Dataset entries

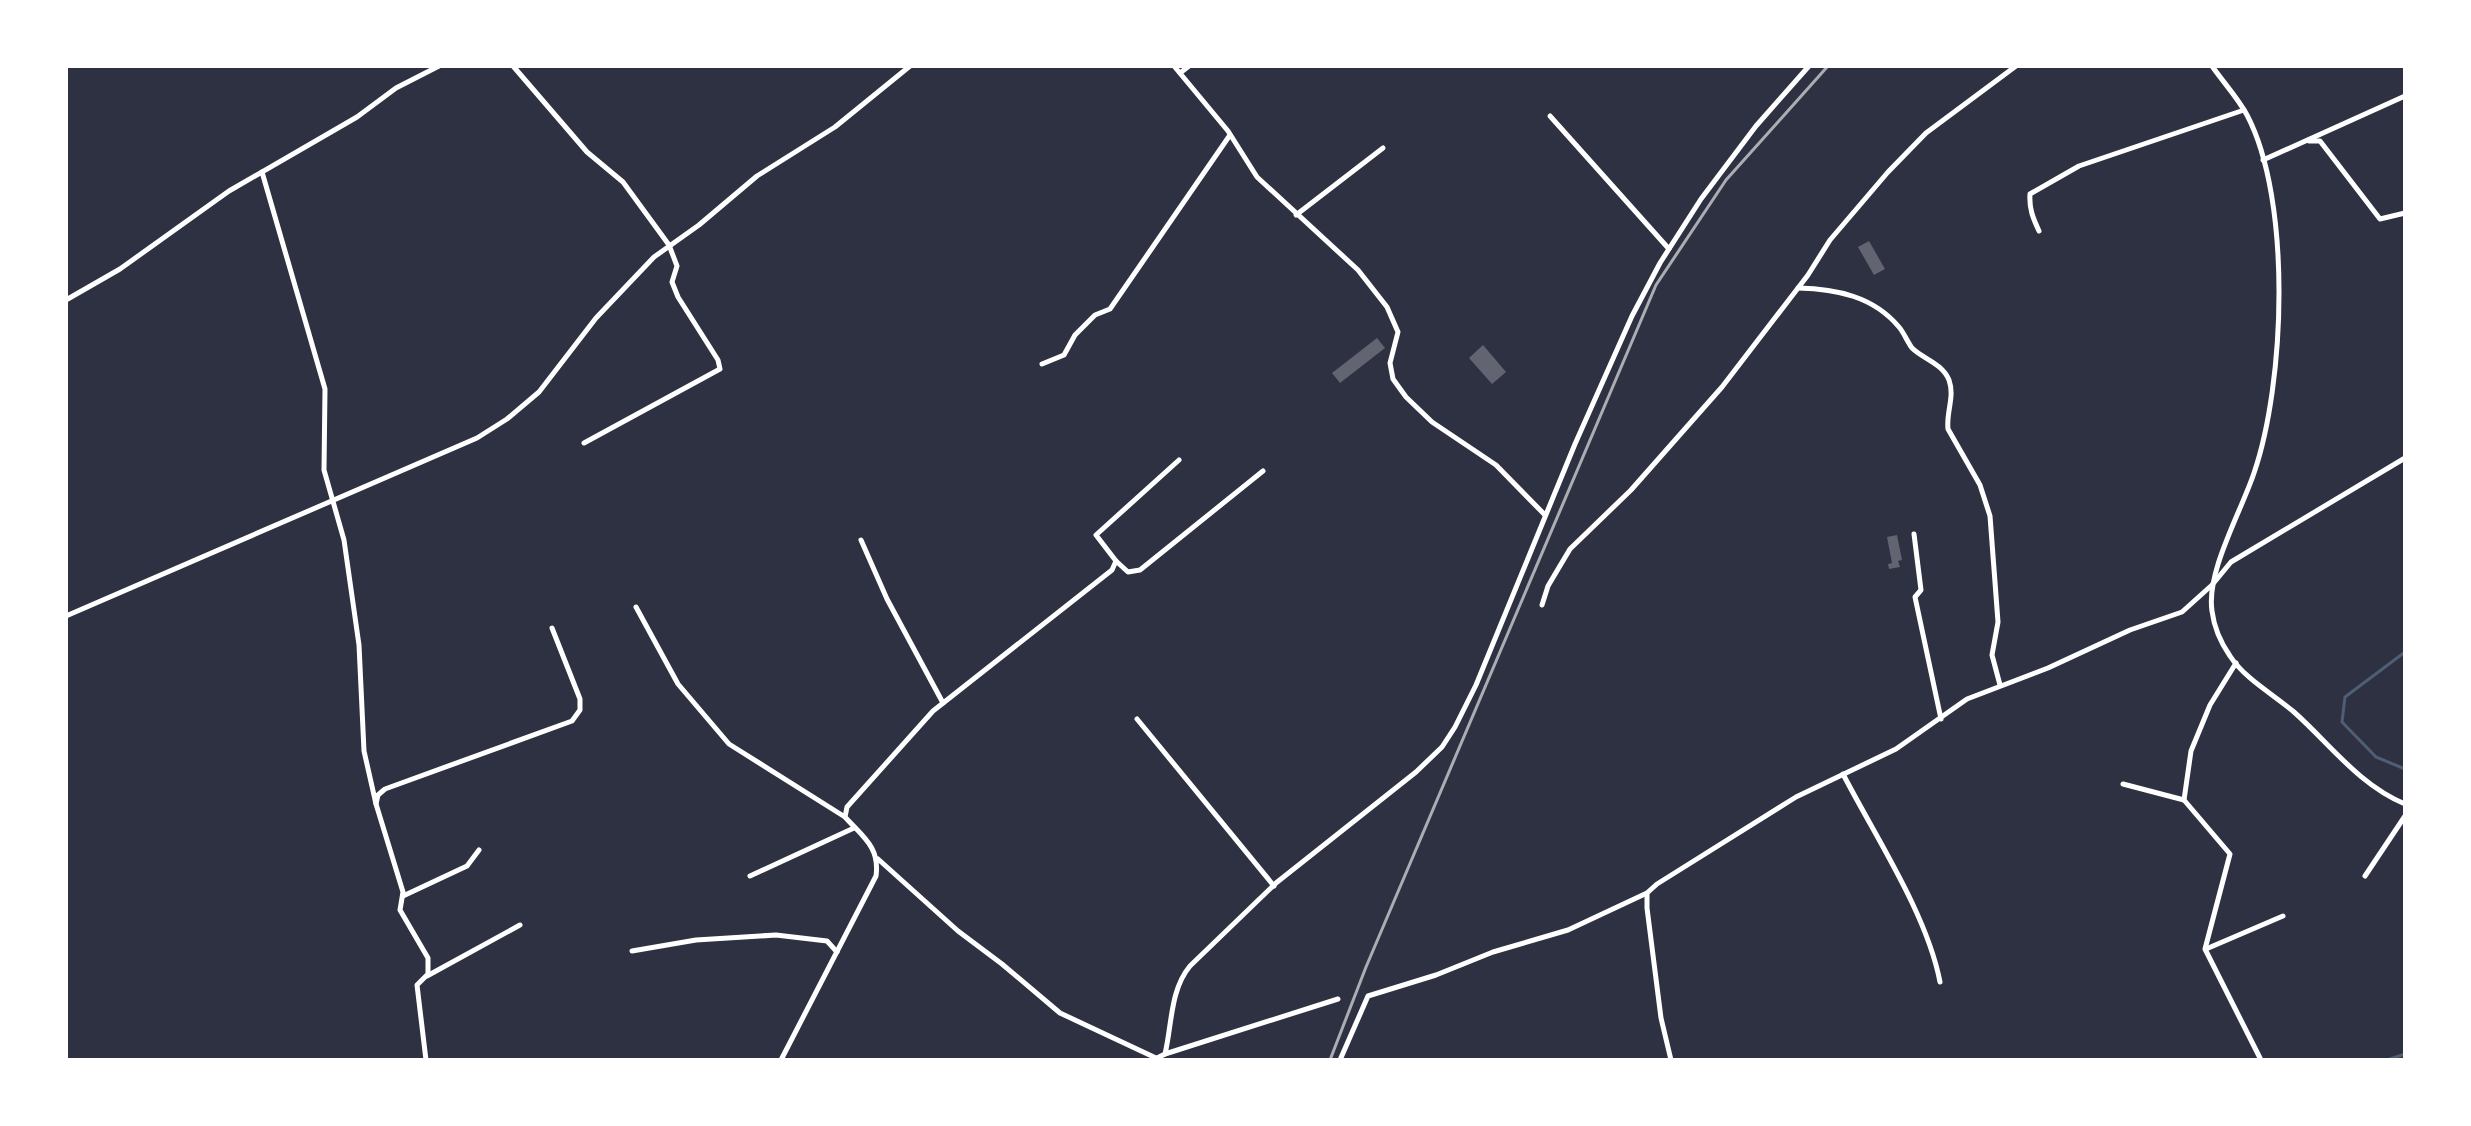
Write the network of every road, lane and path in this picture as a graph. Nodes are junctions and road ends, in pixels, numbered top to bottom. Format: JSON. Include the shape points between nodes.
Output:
{"nodes":[{"id":1,"x":439,"y":66,"type":"edge"},
{"id":2,"x":513,"y":66,"type":"edge"},
{"id":3,"x":910,"y":66,"type":"edge"},
{"id":4,"x":1174,"y":66,"type":"edge"},
{"id":5,"x":1189,"y":66,"type":"edge"},
{"id":6,"x":1809,"y":66,"type":"edge"},
{"id":7,"x":2016,"y":66,"type":"edge"},
{"id":8,"x":2212,"y":66,"type":"edge"},
{"id":9,"x":1180,"y":73,"type":"junction"},
{"id":10,"x":2405,"y":96,"type":"edge"},
{"id":11,"x":2244,"y":110,"type":"junction"},
{"id":12,"x":1550,"y":116,"type":"dead end"},
{"id":13,"x":1230,"y":135,"type":"junction"},
{"id":14,"x":2304,"y":141,"type":"junction"},
{"id":15,"x":1383,"y":148,"type":"dead end"},
{"id":16,"x":2263,"y":160,"type":"junction"},
{"id":17,"x":262,"y":172,"type":"junction"},
{"id":18,"x":2405,"y":213,"type":"edge"},
{"id":19,"x":1296,"y":215,"type":"junction"},
{"id":20,"x":2039,"y":231,"type":"dead end"},
{"id":21,"x":669,"y":245,"type":"junction"},
{"id":22,"x":1669,"y":249,"type":"junction"},
{"id":23,"x":1798,"y":288,"type":"junction"},
{"id":24,"x":66,"y":300,"type":"edge"},
{"id":25,"x":1042,"y":364,"type":"dead end"},
{"id":26,"x":584,"y":443,"type":"dead end"},
{"id":27,"x":2405,"y":458,"type":"edge"},
{"id":28,"x":1179,"y":460,"type":"dead end"},
{"id":29,"x":1263,"y":471,"type":"dead end"},
{"id":30,"x":333,"y":500,"type":"junction"},
{"id":31,"x":1545,"y":515,"type":"junction"},
{"id":32,"x":1914,"y":534,"type":"dead end"},
{"id":33,"x":861,"y":540,"type":"dead end"},
{"id":34,"x":1116,"y":561,"type":"junction"},
{"id":35,"x":2212,"y":585,"type":"junction"},
{"id":36,"x":1542,"y":605,"type":"dead end"},
{"id":37,"x":636,"y":607,"type":"dead end"},
{"id":38,"x":66,"y":616,"type":"edge"},
{"id":39,"x":552,"y":628,"type":"dead end"},
{"id":40,"x":2236,"y":663,"type":"junction"},
{"id":41,"x":2000,"y":685,"type":"junction"},
{"id":42,"x":943,"y":703,"type":"junction"},
{"id":43,"x":1137,"y":719,"type":"dead end"},
{"id":44,"x":1941,"y":719,"type":"junction"},
{"id":45,"x":1843,"y":774,"type":"junction"},
{"id":46,"x":2123,"y":784,"type":"dead end"},
{"id":47,"x":2184,"y":800,"type":"junction"},
{"id":48,"x":376,"y":804,"type":"junction"},
{"id":49,"x":2405,"y":804,"type":"edge"},
{"id":50,"x":2405,"y":816,"type":"edge"},
{"id":51,"x":845,"y":817,"type":"junction"},
{"id":52,"x":855,"y":828,"type":"junction"},
{"id":53,"x":479,"y":850,"type":"dead end"},
{"id":54,"x":878,"y":859,"type":"junction"},
{"id":55,"x":750,"y":876,"type":"dead end"},
{"id":56,"x":2365,"y":876,"type":"dead end"},
{"id":57,"x":1274,"y":886,"type":"junction"},
{"id":58,"x":1647,"y":893,"type":"junction"},
{"id":59,"x":402,"y":897,"type":"junction"},
{"id":60,"x":2283,"y":916,"type":"dead end"},
{"id":61,"x":520,"y":925,"type":"dead end"},
{"id":62,"x":2205,"y":949,"type":"junction"},
{"id":63,"x":632,"y":951,"type":"dead end"},
{"id":64,"x":837,"y":952,"type":"junction"},
{"id":65,"x":426,"y":977,"type":"junction"},
{"id":66,"x":1940,"y":982,"type":"dead end"},
{"id":67,"x":1338,"y":999,"type":"dead end"},
{"id":68,"x":1165,"y":1054,"type":"junction"},
{"id":69,"x":1155,"y":1059,"type":"edge"},
{"id":70,"x":426,"y":1060,"type":"edge"},
{"id":71,"x":781,"y":1060,"type":"edge"},
{"id":72,"x":1340,"y":1060,"type":"edge"},
{"id":73,"x":1671,"y":1060,"type":"edge"},
{"id":74,"x":2261,"y":1060,"type":"edge"}],
"edges":[{"from":1,"to":17,"type":"street"},
{"from":2,"to":21,"type":"street","via":[[587,152],[623,182]]},
{"from":3,"to":21,"type":"street","via":[[835,127],[757,176]]},
{"from":4,"to":9,"type":"street"},
{"from":5,"to":9,"type":"street"},
{"from":6,"to":22,"type":"street","via":[[1756,126]]},
{"from":7,"to":23,"type":"street","via":[[1926,133],[1830,240]]},
{"from":8,"to":11,"type":"street"},
{"from":9,"to":13,"type":"street"},
{"from":10,"to":14,"type":"street"},
{"from":11,"to":16,"type":"street"},
{"from":11,"to":20,"type":"street","via":[[2079,166],[2038,188],[2029,203]]},
{"from":12,"to":22,"type":"street"},
{"from":13,"to":19,"type":"street","via":[[1257,177]]},
{"from":13,"to":25,"type":"street","via":[[1110,309],[1095,315],[1075,335],[1064,355]]},
{"from":14,"to":16,"type":"street"},
{"from":14,"to":18,"type":"street","via":[[2320,141],[2380,219]]},
{"from":15,"to":19,"type":"street"},
{"from":16,"to":35,"type":"street","via":[[2278,244],[2272,393],[2258,461]]},
{"from":17,"to":24,"type":"street"},
{"from":17,"to":30,"type":"street","via":[[325,389],[324,470]]},
{"from":19,"to":31,"type":"street","via":[[1358,270],[1387,307],[1398,332],[1390,363],[1393,379],[1406,397],[1432,422],[1496,465]]},
{"from":21,"to":26,"type":"street","via":[[677,266],[672,282],[678,297],[720,369]]},
{"from":21,"to":30,"type":"street","via":[[623,287],[539,392],[507,419],[477,438]]},
{"from":22,"to":31,"type":"street","via":[[1632,316]]},
{"from":23,"to":36,"type":"street","via":[[1675,441],[1570,549]]},
{"from":23,"to":41,"type":"street","via":[[1823,288],[1882,309],[1914,350],[1948,377],[1948,429],[1980,485],[1990,516],[1998,622],[1992,655]]},
{"from":27,"to":35,"type":"street","via":[[2231,562]]},
{"from":28,"to":34,"type":"street","via":[[1096,535]]},
{"from":29,"to":34,"type":"street","via":[[1140,570],[1128,572]]},
{"from":30,"to":38,"type":"street"},
{"from":30,"to":48,"type":"street","via":[[359,645],[364,751]]},
{"from":31,"to":57,"type":"street","via":[[1476,685],[1442,747]]},
{"from":32,"to":44,"type":"street","via":[[1921,590],[1915,597]]},
{"from":33,"to":42,"type":"street"},
{"from":34,"to":42,"type":"street","via":[[1112,570]]},
{"from":35,"to":40,"type":"street","via":[[2218,635]]},
{"from":35,"to":41,"type":"street","via":[[2182,612]]},
{"from":37,"to":51,"type":"street","via":[[678,684],[729,744]]},
{"from":39,"to":48,"type":"street","via":[[580,699],[572,721],[385,789]]},
{"from":40,"to":47,"type":"street","via":[[2210,705],[2191,751]]},
{"from":40,"to":49,"type":"street","via":[[2351,769]]},
{"from":41,"to":44,"type":"street","via":[[1967,699]]},
{"from":42,"to":51,"type":"street","via":[[847,807]]},
{"from":43,"to":57,"type":"street"},
{"from":44,"to":45,"type":"street","via":[[1896,749]]},
{"from":45,"to":58,"type":"street","via":[[1796,797]]},
{"from":45,"to":66,"type":"street","via":[[1912,906]]},
{"from":46,"to":47,"type":"street"},
{"from":47,"to":62,"type":"street","via":[[2230,854]]},
{"from":48,"to":59,"type":"street"},
{"from":50,"to":56,"type":"street"},
{"from":51,"to":52,"type":"street"},
{"from":52,"to":54,"type":"street"},
{"from":52,"to":55,"type":"street"},
{"from":53,"to":59,"type":"street","via":[[467,866]]},
{"from":54,"to":64,"type":"street","via":[[876,876]]},
{"from":54,"to":69,"type":"street","via":[[1060,1013]]},
{"from":57,"to":68,"type":"street","via":[[1180,978]]},
{"from":58,"to":72,"type":"street","via":[[1568,930],[1368,996]]},
{"from":58,"to":73,"type":"street"},
{"from":59,"to":65,"type":"street","via":[[400,910],[428,958]]},
{"from":60,"to":62,"type":"street"},
{"from":61,"to":65,"type":"street"},
{"from":62,"to":74,"type":"street"},
{"from":63,"to":64,"type":"street","via":[[776,935],[827,941]]},
{"from":64,"to":71,"type":"street"},
{"from":65,"to":70,"type":"street","via":[[417,985]]},
{"from":67,"to":68,"type":"street"},
{"from":68,"to":69,"type":"street"}]}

What to produce
All of the lines above that carry the string "nodes" need to be found and copied.

Response box
Write the network of every road, lane and path in this picture as a graph. Nodes are junctions and road ends, in pixels, numbered top to bottom. Format: JSON. Include the shape points between nodes.
{"nodes":[{"id":1,"x":439,"y":66,"type":"edge"},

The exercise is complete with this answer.